-------- Record extracts

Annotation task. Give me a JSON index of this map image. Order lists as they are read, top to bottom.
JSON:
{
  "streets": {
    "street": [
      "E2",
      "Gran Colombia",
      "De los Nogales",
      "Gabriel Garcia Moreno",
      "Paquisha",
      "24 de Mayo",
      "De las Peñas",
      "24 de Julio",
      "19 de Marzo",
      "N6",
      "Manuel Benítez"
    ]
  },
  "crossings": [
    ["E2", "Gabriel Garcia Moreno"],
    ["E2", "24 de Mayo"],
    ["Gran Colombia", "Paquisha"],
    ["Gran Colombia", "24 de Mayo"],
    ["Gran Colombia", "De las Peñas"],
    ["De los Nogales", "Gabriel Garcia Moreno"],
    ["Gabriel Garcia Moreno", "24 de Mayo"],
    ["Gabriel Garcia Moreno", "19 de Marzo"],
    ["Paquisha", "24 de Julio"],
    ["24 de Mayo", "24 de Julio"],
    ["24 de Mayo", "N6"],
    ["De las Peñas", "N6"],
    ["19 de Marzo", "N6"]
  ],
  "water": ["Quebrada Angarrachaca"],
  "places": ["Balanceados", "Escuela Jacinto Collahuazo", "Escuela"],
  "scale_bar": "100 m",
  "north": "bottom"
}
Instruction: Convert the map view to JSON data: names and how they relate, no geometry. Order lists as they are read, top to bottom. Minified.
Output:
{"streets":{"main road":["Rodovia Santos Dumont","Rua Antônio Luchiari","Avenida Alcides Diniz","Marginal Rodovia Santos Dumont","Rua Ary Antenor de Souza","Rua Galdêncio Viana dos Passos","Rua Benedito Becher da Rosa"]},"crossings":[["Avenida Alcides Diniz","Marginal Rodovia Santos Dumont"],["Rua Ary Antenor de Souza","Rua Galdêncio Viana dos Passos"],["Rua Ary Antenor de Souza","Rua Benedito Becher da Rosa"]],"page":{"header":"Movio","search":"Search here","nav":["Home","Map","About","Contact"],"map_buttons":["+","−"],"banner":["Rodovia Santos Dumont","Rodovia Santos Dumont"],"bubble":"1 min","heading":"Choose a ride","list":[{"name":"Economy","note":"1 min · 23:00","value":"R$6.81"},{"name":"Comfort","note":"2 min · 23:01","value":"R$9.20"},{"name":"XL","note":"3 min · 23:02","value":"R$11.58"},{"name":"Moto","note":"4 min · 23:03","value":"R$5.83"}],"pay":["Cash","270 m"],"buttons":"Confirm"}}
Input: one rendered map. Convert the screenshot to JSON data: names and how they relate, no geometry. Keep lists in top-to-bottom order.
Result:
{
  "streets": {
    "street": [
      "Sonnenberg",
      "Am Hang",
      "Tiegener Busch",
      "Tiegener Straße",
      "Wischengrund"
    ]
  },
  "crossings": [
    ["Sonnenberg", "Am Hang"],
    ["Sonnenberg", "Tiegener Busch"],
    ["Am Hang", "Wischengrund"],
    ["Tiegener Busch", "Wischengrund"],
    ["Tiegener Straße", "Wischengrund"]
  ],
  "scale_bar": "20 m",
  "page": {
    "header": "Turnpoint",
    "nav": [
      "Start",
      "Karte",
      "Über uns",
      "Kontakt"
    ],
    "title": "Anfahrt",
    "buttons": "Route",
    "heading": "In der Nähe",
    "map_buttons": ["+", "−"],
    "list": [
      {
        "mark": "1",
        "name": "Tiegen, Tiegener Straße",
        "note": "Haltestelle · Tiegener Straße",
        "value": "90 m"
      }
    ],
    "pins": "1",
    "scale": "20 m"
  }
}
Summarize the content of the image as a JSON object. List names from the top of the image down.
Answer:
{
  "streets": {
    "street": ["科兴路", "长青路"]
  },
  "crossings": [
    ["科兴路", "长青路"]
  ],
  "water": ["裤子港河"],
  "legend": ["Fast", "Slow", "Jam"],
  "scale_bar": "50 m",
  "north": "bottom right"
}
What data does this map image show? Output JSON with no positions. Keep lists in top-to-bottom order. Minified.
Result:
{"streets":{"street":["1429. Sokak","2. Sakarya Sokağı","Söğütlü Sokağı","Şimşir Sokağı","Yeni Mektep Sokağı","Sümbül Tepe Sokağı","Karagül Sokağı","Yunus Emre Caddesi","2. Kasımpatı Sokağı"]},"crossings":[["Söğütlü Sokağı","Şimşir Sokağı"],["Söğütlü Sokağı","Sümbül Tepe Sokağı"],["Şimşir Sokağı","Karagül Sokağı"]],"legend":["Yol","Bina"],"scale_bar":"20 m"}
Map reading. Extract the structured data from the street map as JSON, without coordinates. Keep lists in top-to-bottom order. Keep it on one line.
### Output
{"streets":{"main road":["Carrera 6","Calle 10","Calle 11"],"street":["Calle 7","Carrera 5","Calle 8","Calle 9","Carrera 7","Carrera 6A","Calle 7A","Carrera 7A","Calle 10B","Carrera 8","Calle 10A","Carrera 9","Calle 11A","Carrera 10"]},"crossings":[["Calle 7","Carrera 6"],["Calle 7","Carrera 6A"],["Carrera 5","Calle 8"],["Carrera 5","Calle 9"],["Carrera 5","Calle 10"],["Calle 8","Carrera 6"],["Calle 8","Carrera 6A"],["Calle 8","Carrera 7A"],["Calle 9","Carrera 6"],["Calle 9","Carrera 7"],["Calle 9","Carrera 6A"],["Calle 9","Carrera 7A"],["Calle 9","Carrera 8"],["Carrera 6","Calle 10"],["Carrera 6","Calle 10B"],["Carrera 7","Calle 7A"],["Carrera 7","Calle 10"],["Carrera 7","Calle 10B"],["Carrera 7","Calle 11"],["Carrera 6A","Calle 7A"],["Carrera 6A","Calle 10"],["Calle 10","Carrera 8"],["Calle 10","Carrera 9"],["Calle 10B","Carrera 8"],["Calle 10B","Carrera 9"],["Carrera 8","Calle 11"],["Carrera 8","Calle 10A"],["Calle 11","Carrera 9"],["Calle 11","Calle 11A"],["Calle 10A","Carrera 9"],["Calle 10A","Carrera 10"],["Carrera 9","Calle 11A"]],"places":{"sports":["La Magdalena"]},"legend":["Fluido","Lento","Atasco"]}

----------------

● Try it
Check each line above for the string "image" and show the ones that have it.

● Answer area
Annotation task. Give me a JSON index of this map image. Order lists as they are read, top to bottom.
Summarize the content of the image as a JSON object. List names from the top of the image down.
What data does this map image show? Output JSON with no positions. Keep lists in top-to-bottom order. Minified.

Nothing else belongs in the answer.